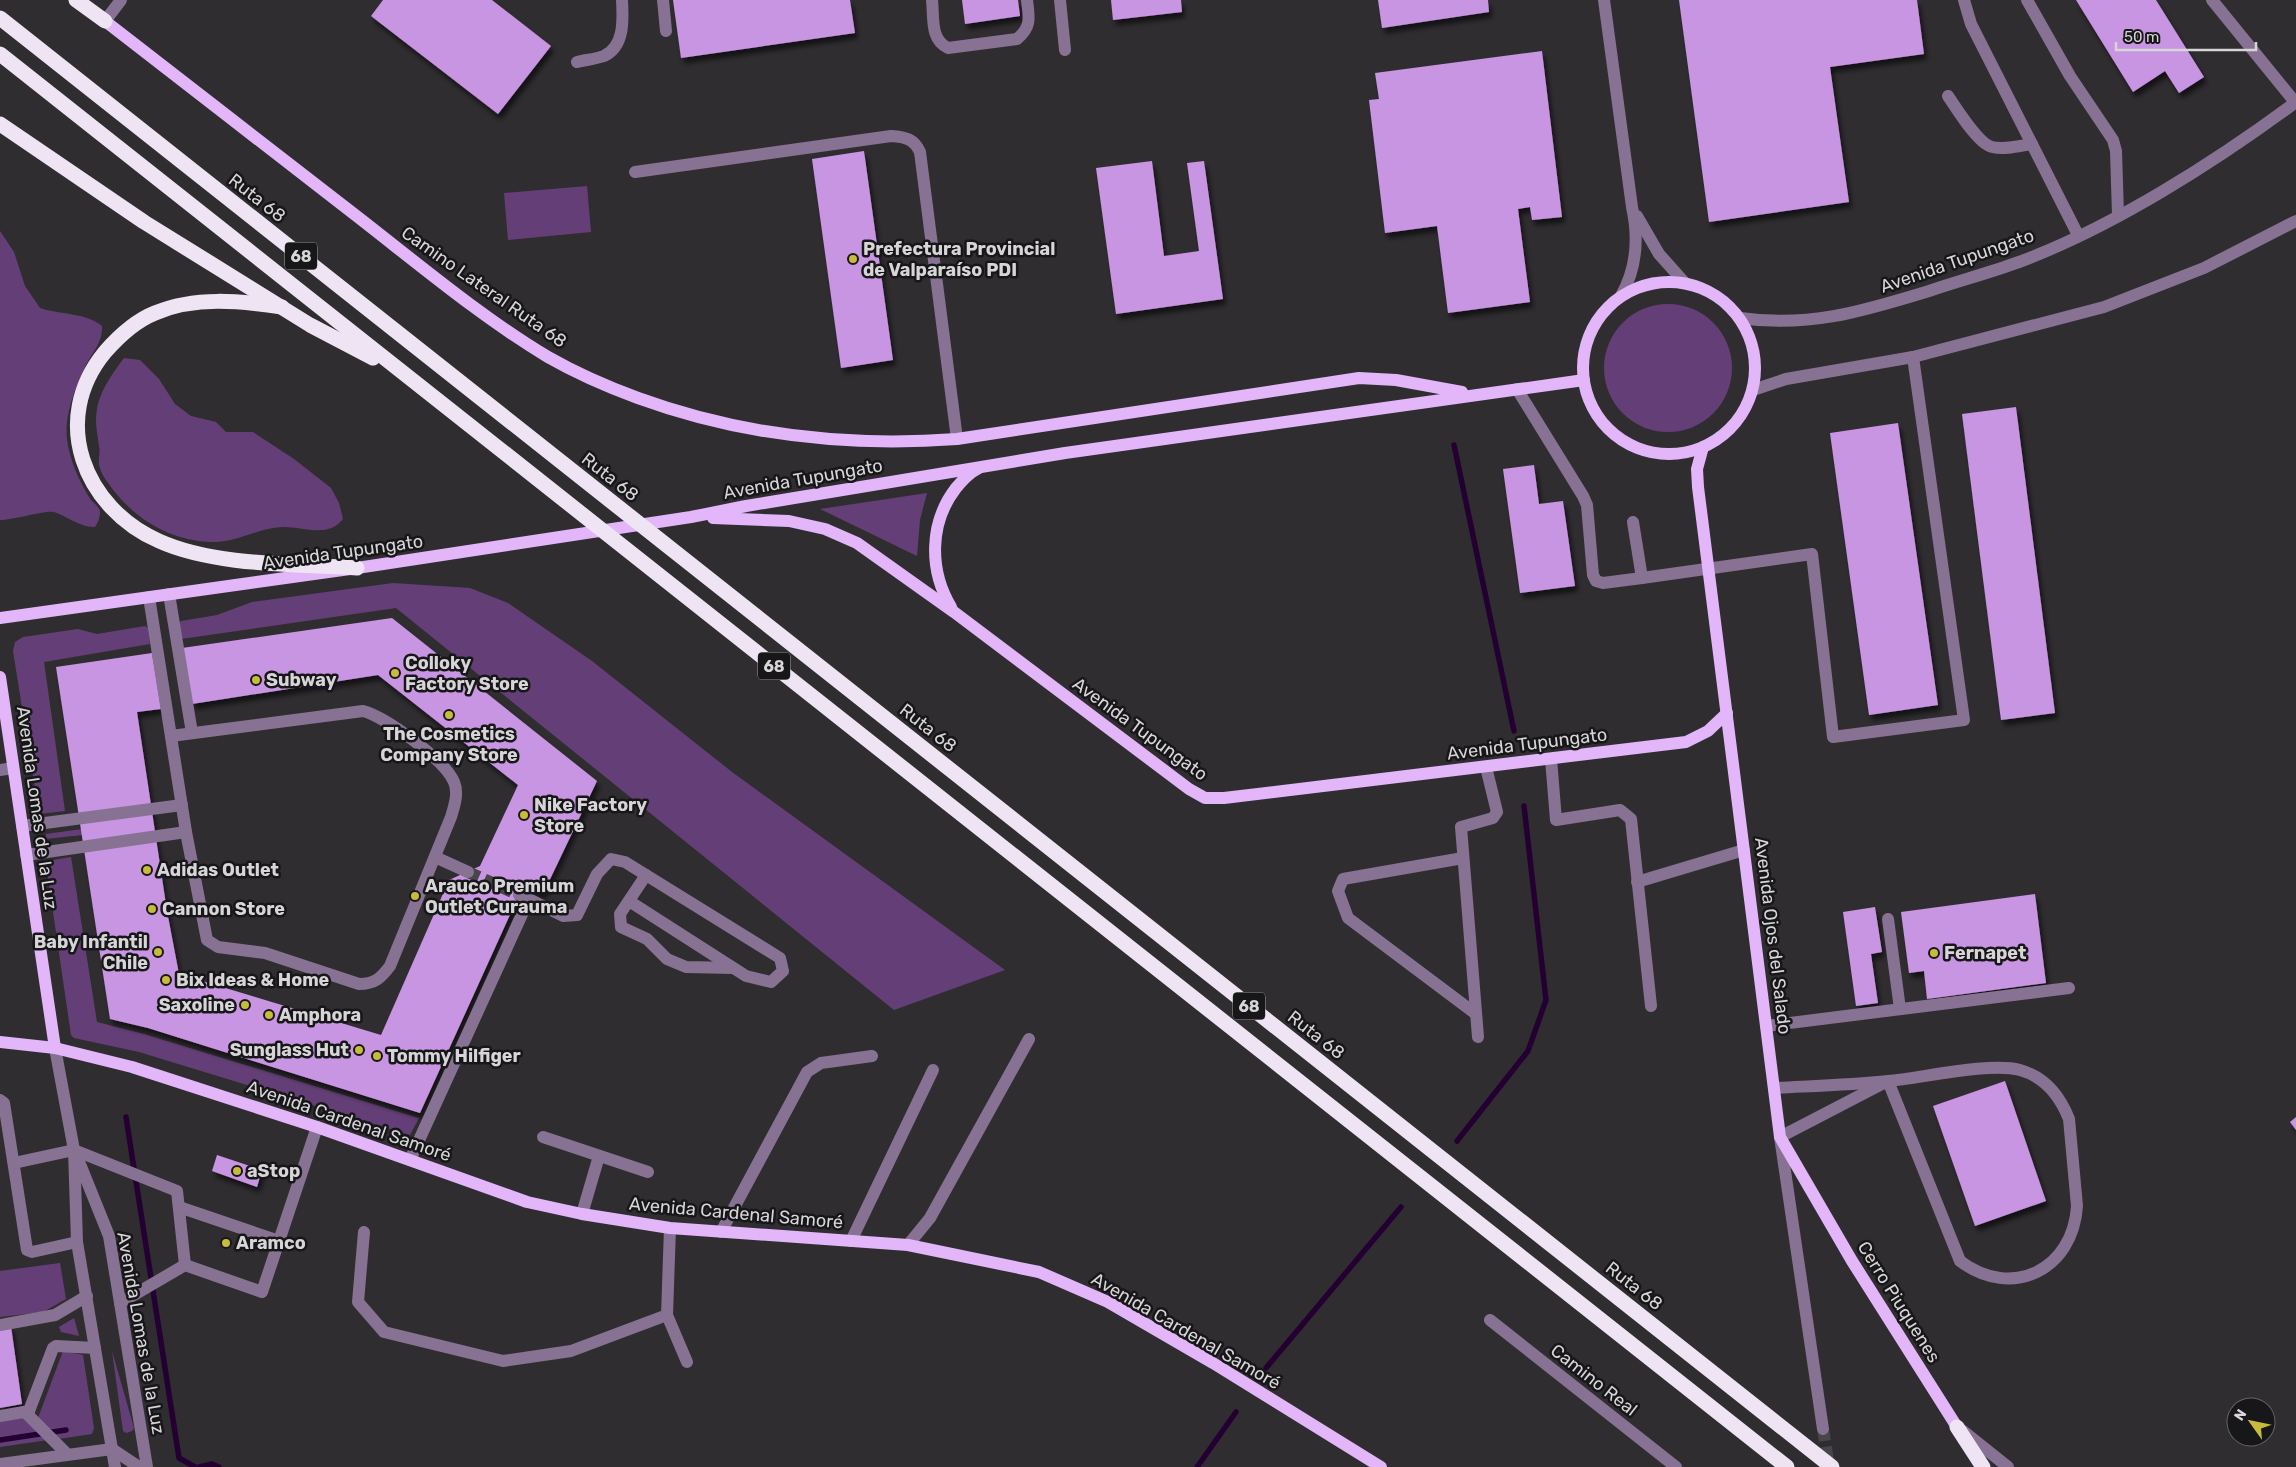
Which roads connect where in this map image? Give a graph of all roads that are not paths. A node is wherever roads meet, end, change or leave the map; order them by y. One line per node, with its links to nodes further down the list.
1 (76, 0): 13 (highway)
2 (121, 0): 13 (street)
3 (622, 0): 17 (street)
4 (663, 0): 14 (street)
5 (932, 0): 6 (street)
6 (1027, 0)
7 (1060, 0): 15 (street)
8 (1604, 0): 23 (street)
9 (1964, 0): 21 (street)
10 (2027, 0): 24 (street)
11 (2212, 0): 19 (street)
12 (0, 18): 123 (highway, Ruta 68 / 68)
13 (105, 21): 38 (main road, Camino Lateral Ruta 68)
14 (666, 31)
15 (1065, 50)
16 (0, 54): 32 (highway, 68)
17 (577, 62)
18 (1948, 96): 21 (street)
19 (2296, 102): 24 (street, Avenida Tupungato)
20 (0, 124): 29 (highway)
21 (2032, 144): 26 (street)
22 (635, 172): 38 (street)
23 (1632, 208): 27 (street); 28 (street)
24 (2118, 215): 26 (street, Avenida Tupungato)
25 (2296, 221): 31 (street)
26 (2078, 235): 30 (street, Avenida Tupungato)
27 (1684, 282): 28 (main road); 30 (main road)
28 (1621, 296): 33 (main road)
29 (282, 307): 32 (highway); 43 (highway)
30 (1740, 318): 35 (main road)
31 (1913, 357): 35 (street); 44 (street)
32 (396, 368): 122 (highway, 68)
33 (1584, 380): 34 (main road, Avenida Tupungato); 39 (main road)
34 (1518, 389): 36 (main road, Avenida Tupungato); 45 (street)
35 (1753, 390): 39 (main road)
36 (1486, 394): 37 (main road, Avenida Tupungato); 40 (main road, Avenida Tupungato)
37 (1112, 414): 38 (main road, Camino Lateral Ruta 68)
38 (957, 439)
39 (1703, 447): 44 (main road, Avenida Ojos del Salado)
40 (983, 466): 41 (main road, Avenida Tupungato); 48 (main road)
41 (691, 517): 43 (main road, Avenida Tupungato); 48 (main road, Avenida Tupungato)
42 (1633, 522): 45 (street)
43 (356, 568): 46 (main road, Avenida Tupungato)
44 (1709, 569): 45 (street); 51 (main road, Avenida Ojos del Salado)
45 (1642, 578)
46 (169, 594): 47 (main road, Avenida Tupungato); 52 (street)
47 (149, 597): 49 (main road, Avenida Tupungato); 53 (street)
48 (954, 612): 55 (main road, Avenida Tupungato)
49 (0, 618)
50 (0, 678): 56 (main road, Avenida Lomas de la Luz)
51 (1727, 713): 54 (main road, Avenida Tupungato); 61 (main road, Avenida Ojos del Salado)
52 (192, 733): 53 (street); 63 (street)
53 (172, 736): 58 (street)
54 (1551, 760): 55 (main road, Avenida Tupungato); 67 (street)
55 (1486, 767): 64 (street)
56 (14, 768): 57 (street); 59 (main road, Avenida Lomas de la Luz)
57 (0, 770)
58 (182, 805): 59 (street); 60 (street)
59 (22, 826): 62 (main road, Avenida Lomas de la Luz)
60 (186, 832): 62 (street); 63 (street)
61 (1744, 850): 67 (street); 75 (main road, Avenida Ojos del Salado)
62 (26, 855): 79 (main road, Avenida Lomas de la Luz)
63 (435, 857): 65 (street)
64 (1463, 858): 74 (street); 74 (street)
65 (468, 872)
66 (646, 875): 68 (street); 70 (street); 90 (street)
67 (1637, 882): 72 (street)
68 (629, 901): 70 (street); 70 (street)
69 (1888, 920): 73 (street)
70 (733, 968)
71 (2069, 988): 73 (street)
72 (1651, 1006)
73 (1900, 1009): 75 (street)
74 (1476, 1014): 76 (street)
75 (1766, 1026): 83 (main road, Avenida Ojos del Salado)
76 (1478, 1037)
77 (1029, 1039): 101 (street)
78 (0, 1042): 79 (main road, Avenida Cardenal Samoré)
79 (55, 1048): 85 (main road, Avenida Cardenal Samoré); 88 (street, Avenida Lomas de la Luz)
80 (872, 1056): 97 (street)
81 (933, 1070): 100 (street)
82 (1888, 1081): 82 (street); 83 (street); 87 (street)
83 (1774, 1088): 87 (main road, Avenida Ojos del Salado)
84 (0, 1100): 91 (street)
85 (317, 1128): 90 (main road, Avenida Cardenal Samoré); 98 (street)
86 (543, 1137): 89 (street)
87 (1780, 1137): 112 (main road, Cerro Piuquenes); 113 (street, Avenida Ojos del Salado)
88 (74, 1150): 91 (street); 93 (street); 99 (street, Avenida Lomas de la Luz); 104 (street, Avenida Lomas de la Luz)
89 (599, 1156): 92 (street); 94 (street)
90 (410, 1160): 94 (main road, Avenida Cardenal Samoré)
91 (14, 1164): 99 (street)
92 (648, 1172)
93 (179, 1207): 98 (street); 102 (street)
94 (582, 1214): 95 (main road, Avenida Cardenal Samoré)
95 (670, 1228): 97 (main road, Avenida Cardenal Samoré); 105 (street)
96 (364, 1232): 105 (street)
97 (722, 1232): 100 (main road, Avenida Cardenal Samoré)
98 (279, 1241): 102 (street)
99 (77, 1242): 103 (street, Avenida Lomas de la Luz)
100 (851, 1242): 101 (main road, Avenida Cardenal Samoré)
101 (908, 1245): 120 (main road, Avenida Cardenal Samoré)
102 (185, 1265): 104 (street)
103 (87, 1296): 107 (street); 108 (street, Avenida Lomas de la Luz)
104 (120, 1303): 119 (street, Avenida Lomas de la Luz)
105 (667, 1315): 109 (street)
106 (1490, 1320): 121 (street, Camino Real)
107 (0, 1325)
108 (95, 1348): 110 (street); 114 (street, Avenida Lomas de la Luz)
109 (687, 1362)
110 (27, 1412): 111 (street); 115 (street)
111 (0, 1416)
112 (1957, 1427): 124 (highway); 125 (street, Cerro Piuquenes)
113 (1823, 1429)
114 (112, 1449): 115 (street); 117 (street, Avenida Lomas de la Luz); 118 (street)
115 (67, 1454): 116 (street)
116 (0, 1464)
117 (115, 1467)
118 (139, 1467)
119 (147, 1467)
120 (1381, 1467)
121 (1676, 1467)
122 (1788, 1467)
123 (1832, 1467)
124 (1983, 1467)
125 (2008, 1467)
···
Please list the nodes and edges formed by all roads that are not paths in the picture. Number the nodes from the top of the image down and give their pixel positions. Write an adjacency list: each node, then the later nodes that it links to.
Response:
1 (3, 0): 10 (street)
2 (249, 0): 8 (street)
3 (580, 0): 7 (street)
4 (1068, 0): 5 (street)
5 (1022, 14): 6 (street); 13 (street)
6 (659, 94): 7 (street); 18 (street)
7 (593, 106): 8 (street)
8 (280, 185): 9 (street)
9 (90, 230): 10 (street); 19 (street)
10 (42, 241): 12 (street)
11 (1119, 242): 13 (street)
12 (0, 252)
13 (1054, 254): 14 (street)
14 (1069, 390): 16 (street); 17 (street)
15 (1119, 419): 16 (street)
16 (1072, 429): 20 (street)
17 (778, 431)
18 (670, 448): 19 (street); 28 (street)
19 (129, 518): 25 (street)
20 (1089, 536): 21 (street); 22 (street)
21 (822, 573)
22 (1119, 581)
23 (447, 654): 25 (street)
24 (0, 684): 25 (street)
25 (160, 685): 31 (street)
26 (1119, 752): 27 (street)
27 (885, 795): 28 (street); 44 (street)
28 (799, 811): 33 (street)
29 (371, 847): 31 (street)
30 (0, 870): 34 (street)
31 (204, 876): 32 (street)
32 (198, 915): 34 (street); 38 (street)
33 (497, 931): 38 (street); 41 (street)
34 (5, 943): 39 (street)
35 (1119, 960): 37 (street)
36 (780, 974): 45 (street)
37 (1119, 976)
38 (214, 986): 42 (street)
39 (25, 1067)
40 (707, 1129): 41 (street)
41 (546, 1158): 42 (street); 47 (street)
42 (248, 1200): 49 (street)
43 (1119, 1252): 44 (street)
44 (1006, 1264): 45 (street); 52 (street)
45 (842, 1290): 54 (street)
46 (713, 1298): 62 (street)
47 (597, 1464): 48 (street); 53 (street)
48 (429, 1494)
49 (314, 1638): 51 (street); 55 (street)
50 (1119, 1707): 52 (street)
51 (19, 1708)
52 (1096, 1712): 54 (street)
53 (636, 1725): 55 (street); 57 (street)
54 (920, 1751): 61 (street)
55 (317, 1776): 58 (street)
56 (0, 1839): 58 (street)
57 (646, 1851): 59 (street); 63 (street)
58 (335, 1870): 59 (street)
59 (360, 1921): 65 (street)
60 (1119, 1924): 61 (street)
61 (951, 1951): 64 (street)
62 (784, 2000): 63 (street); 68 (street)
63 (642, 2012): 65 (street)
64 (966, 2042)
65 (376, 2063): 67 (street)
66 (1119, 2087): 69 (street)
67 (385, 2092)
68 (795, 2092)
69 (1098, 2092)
···
List the lines of the entries that include "links".

Which roads connect where in this map image? Give a graph of all roads that are not paths. A node is wherever roads meet, end, change or leave the map; order them by y. One line per node, with its links to nodes further down the list.
Please list the nodes and edges formed by all roads that are not paths in the picture. Number the nodes from the top of the image down and give their pixel positions. Write an adjacency list: each node, then the later nodes that it links to.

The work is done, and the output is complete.